# About this task
Take every line from the listing below that includes "bottom" and copy it.

# Data for this task

*** Block opens ***

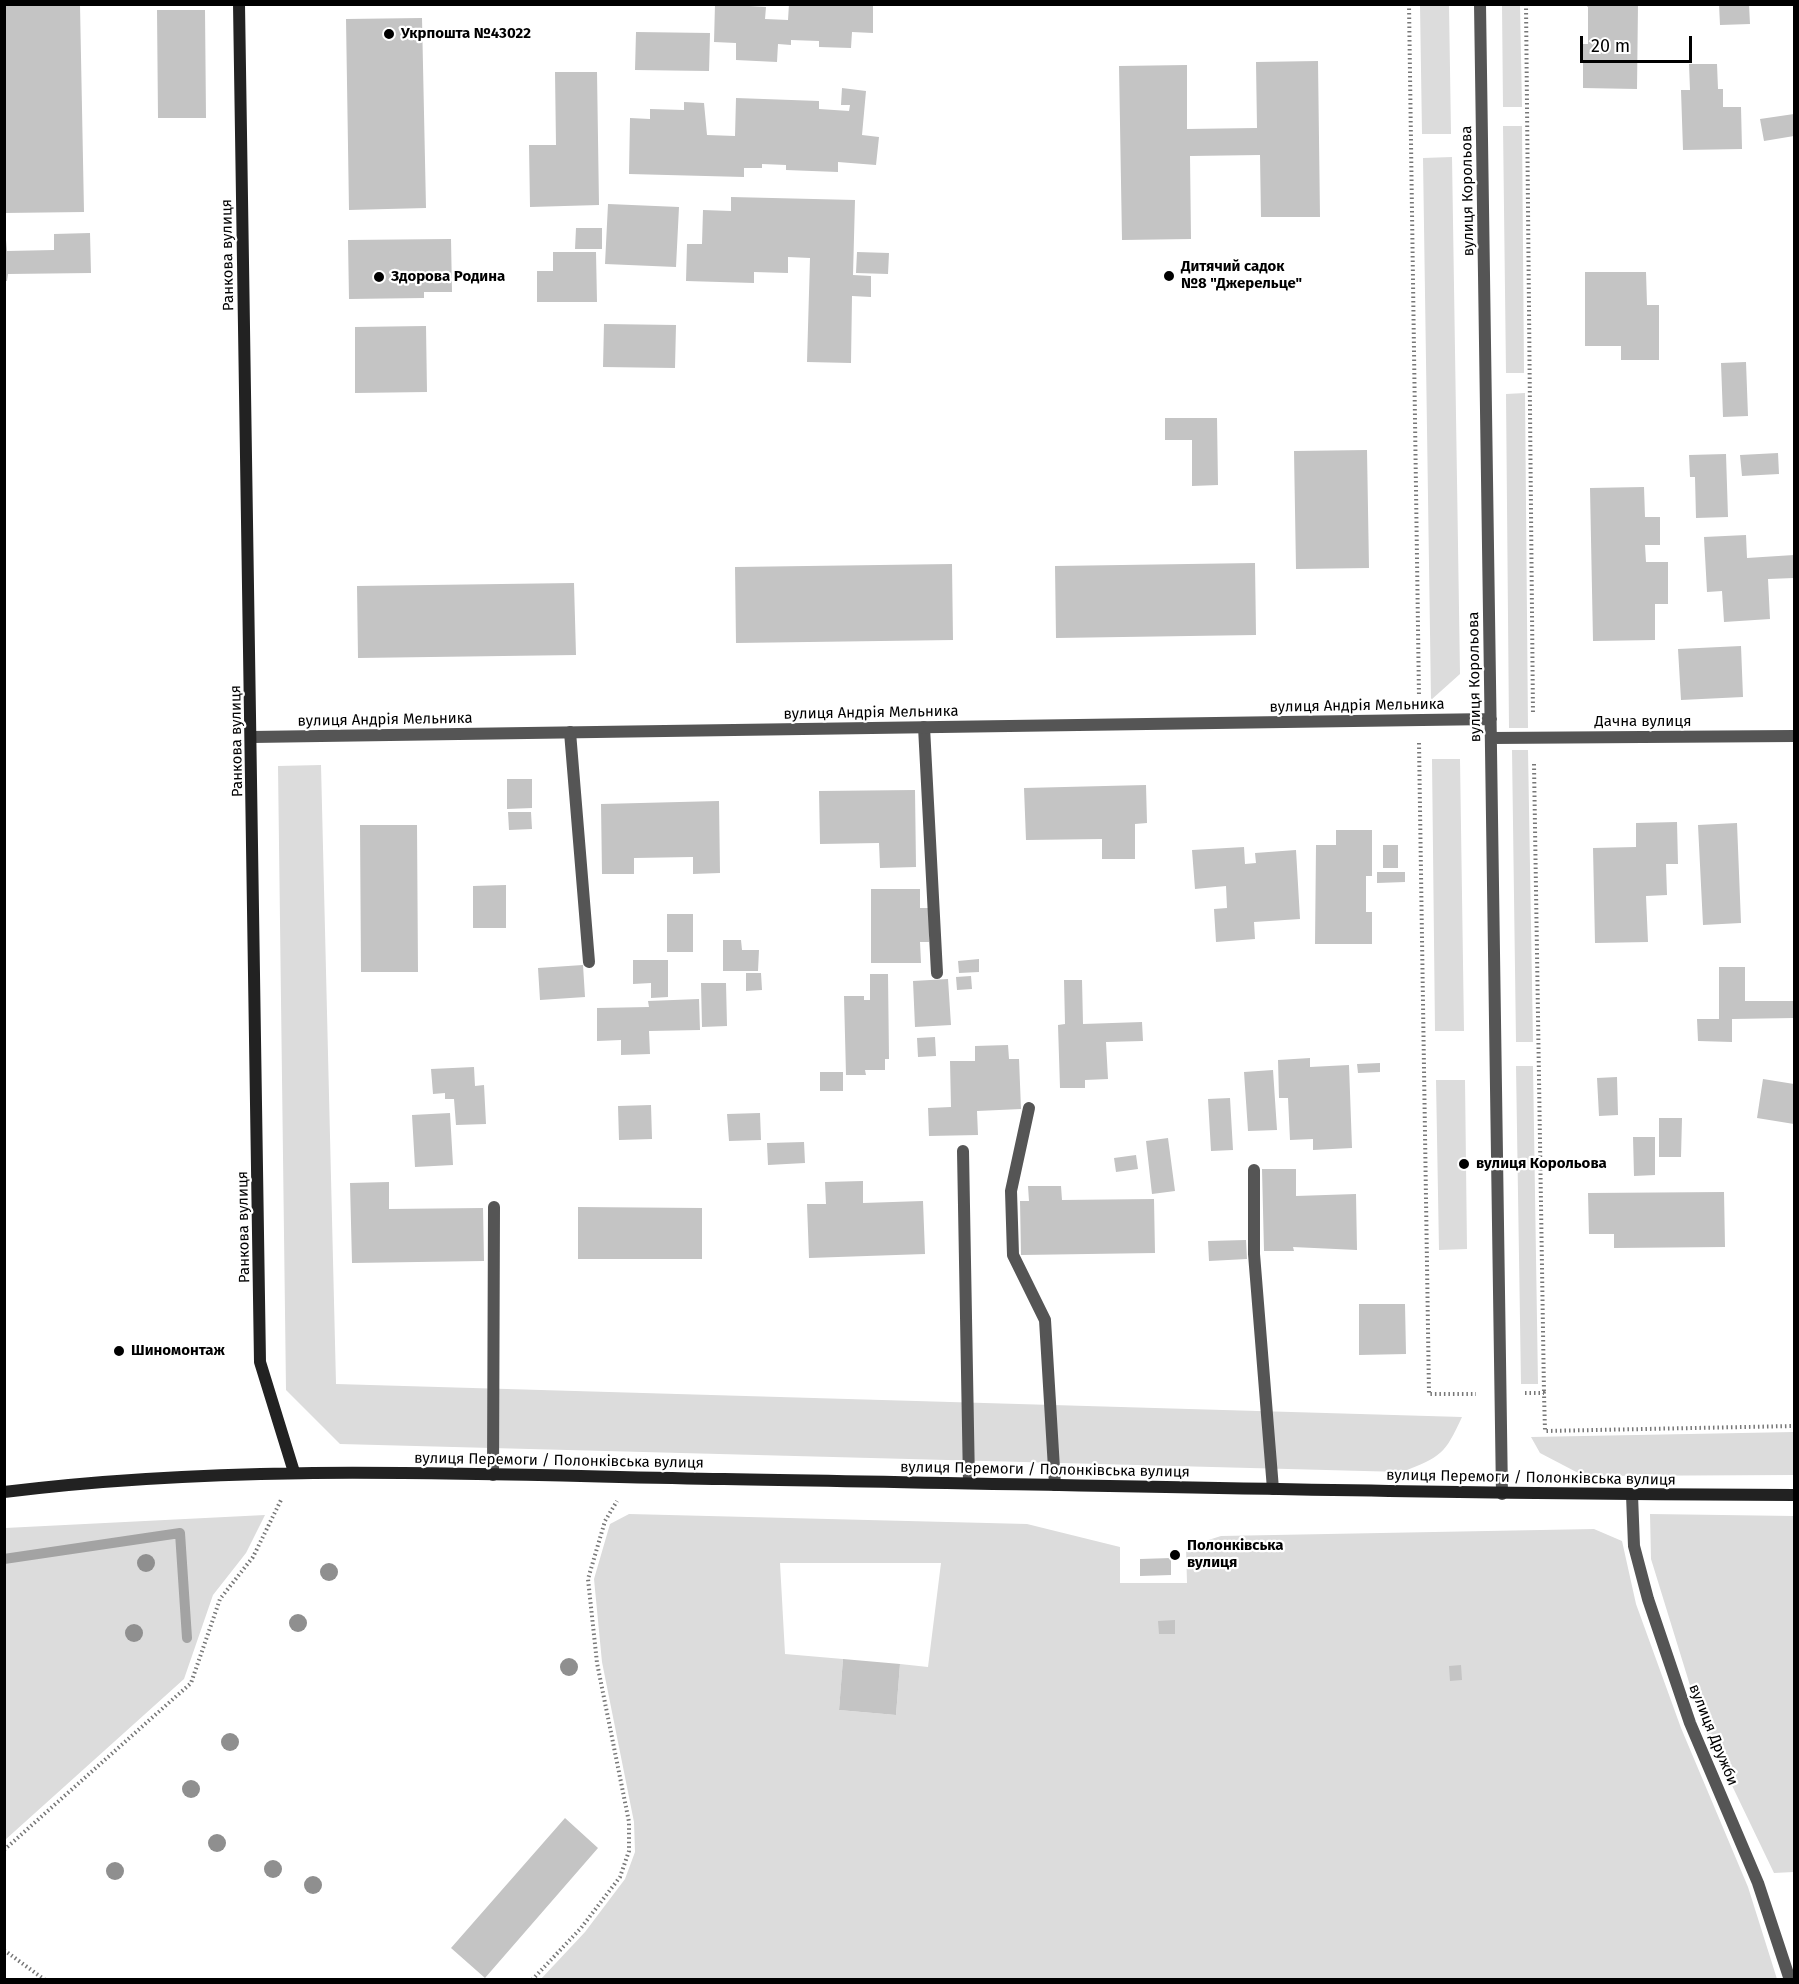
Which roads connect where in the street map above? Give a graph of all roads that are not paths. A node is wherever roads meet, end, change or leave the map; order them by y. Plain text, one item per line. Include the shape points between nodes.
1 (239, 4) edge
2 (1480, 4) edge
3 (1491, 719) junction
4 (924, 727) junction
5 (570, 732) junction
6 (1794, 735) edge
7 (252, 737) junction
8 (1491, 738) junction
9 (589, 962) dead end
10 (937, 973) dead end
11 (1029, 1108) dead end
12 (963, 1151) dead end
13 (1254, 1170) dead end
14 (494, 1207) dead end
15 (294, 1472) junction
16 (493, 1475) junction
17 (969, 1484) junction
18 (1055, 1485) junction
19 (1273, 1489) junction
20 (4, 1492) edge
21 (1502, 1494) junction
22 (1632, 1495) junction
23 (1794, 1496) edge
24 (1790, 1980) edge

1 - 7 main road, Ранкова вулиця
2 - 3 street, вулиця Корольова
3 - 4 street, вулиця Андрія Мельника
3 - 8 street, вулиця Корольова
4 - 5 street, вулиця Андрія Мельника
4 - 10 street
5 - 7 street, вулиця Андрія Мельника
5 - 9 street
6 - 8 street, Дачна вулиця
7 - 15 main road, Ранкова вулиця via 260,1362
8 - 21 street, вулиця Корольова
11 - 18 street via 1011,1191 1013,1255 1045,1320
12 - 17 street
13 - 19 street via 1254,1254
14 - 16 street
15 - 16 main road, вулиця Перемоги / Полонківська вулиця
15 - 20 main road, вулиця Перемоги / Полонківська вулиця via 79,1483
16 - 17 main road, вулиця Перемоги / Полонківська вулиця
17 - 18 main road, вулиця Перемоги / Полонківська вулиця
18 - 19 main road, вулиця Перемоги / Полонківська вулиця
19 - 21 main road, вулиця Перемоги / Полонківська вулиця
21 - 22 main road, вулиця Перемоги / Полонківська вулиця
22 - 23 main road, вулиця Перемоги / Полонківська вулиця
22 - 24 street, вулиця Дружби via 1634,1546 1648,1599 1690,1723 1758,1883

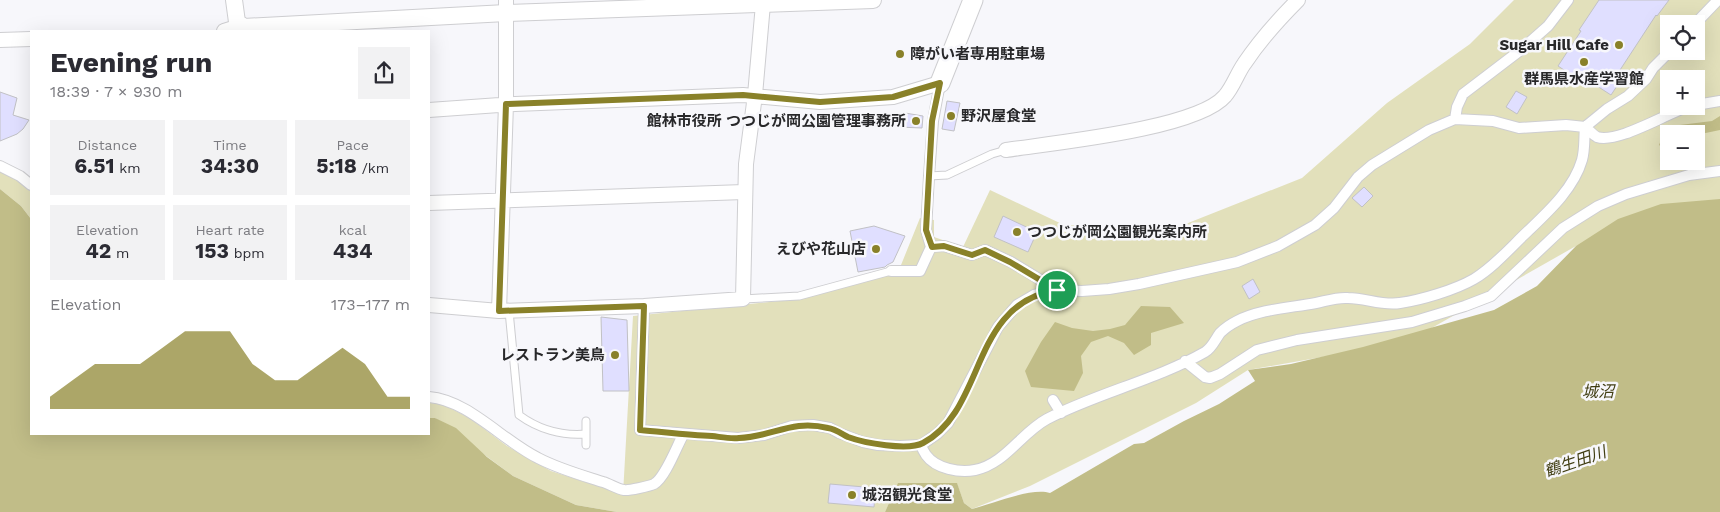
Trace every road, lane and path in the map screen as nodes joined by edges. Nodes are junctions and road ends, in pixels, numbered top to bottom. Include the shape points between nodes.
1 (234, 0) edge
2 (873, 0) edge
3 (973, 0) edge
4 (1298, 0) edge
5 (1568, 0) edge
6 (1718, 0) edge
7 (694, 3) edge
8 (763, 4) junction
9 (506, 7) edge
10 (1704, 15) edge
11 (240, 26) junction
12 (276, 28) edge
13 (227, 30) edge
14 (30, 39) edge
15 (0, 40) edge
16 (1661, 60) edge
17 (940, 83) junction
18 (755, 95) junction
19 (1720, 100) edge
20 (1705, 103) edge
21 (506, 104) junction
22 (430, 110) edge
23 (1669, 115) edge
24 (1455, 119) junction
25 (1585, 127) junction
26 (1006, 150) joint
27 (0, 166) edge
28 (1720, 171) edge
29 (929, 176) junction
30 (30, 184) edge
31 (744, 192) junction
32 (502, 201) junction
33 (430, 203) edge
34 (932, 247) junction
35 (891, 270) joint
36 (1057, 290) junction
37 (743, 299) junction
38 (430, 305) edge
39 (644, 306) junction
40 (504, 311) junction
41 (1185, 361) junction
42 (430, 397) edge
43 (1053, 400) dead end
44 (1061, 413) junction
45 (586, 421) dead end
46 (586, 434) junction
47 (683, 434) junction
48 (586, 445) dead end
49 (921, 445) junction

1 - 11 street
2 - 8 street
3 - 17 main road
4 - 26 street via 1275,22 1225,96 1209,109 1150,128
5 - 24 street via 1548,26 1463,94
6 - 10 street
7 - 8 street
7 - 9 street
8 - 18 street
9 - 12 street
9 - 21 street
11 - 12 street
11 - 13 street
14 - 15 street
16 - 25 street via 1628,96
17 - 18 street via 893,97 820,102
17 - 29 street via 932,121
18 - 21 street
18 - 31 street
19 - 20 street
21 - 22 street
21 - 32 street
23 - 25 street via 1606,138 1596,136
24 - 25 street via 1493,121 1519,128
24 - 36 street via 1429,130 1372,165 1315,225 1278,246 1237,262 1140,284 1082,291
25 - 41 street via 1582,159 1571,184 1533,226 1474,279 1455,288 1399,303 1381,304 1346,298 1279,308 1234,322 1207,351
26 - 29 lane via 947,175
27 - 30 street
28 - 41 street via 1688,175 1598,206 1563,228 1491,296 1465,306 1412,322 1297,340 1257,350 1210,378 1204,377
29 - 34 street via 926,230
31 - 32 street
31 - 37 street
32 - 33 street
32 - 40 street
34 - 35 street via 920,271
34 - 36 street via 944,246 972,255 985,250
35 - 37 lane via 799,296
36 - 49 street via 1034,295 1008,314 948,423
37 - 39 street
38 - 40 street
39 - 40 street
39 - 47 street via 640,430
40 - 46 lane via 519,415 537,427 570,435
41 - 44 street
42 - 47 street via 470,412 537,458 625,490 655,484
43 - 44 street
44 - 49 street via 1028,432 998,461 985,468 961,471 942,466 927,457
45 - 46 lane
46 - 48 lane
47 - 49 street via 738,438 764,435 792,426 813,425 878,445

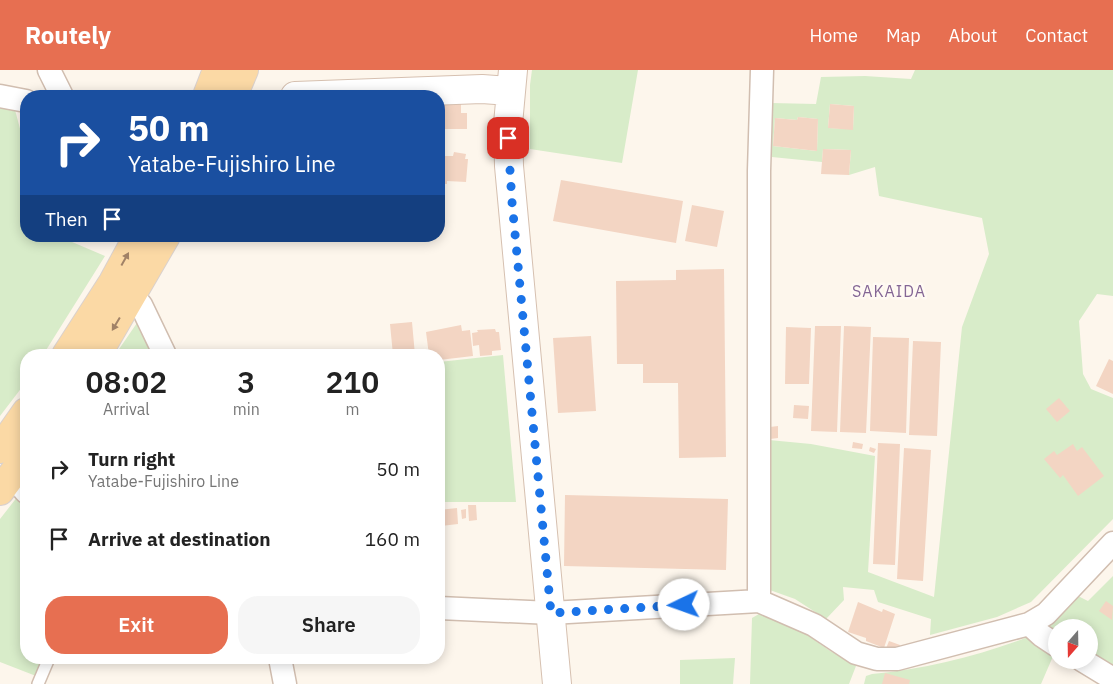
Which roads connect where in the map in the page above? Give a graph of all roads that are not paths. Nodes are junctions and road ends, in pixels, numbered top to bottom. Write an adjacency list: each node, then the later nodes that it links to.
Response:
1 (49, 70): 6 (street)
2 (217, 70): 7 (main road)
3 (244, 70): 8 (main road)
4 (762, 70): 21 (street)
5 (511, 80): 9 (main road); 23 (main road)
6 (59, 90)
7 (209, 90)
8 (236, 90)
9 (445, 90)
10 (0, 96): 11 (street)
11 (20, 100)
12 (135, 242): 15 (main road, one-way to 12)
13 (163, 242): 14 (main road)
14 (133, 296): 16 (main road, one-way to 16); 17 (street)
15 (70, 349)
16 (101, 349)
17 (162, 349)
18 (20, 421): 19 (main road)
19 (0, 449)
20 (1113, 543): 24 (street)
21 (759, 601): 23 (street); 24 (street)
22 (445, 608): 23 (street)
23 (551, 613): 32 (main road)
24 (1029, 624): 25 (street)
25 (1048, 639)
26 (46, 664): 30 (lane)
27 (281, 664): 31 (street)
28 (1098, 669): 29 (street)
29 (1113, 678)
30 (38, 684)
31 (285, 684)
32 (557, 684)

*** Block closes ***

# Exercise solution
Trace every road, lane and path in the map screen as nodes joined by edges. Nodes are junctions and road ends, in pixels, numbered top to bottom. Include the shape points between nodes.
Which roads connect where in the map in the page above? Give a graph of all roads that are not paths. Nodes are junctions and road ends, in pixels, numbered top to bottom. Write an adjacency list: each node, then the later nodes that it links to.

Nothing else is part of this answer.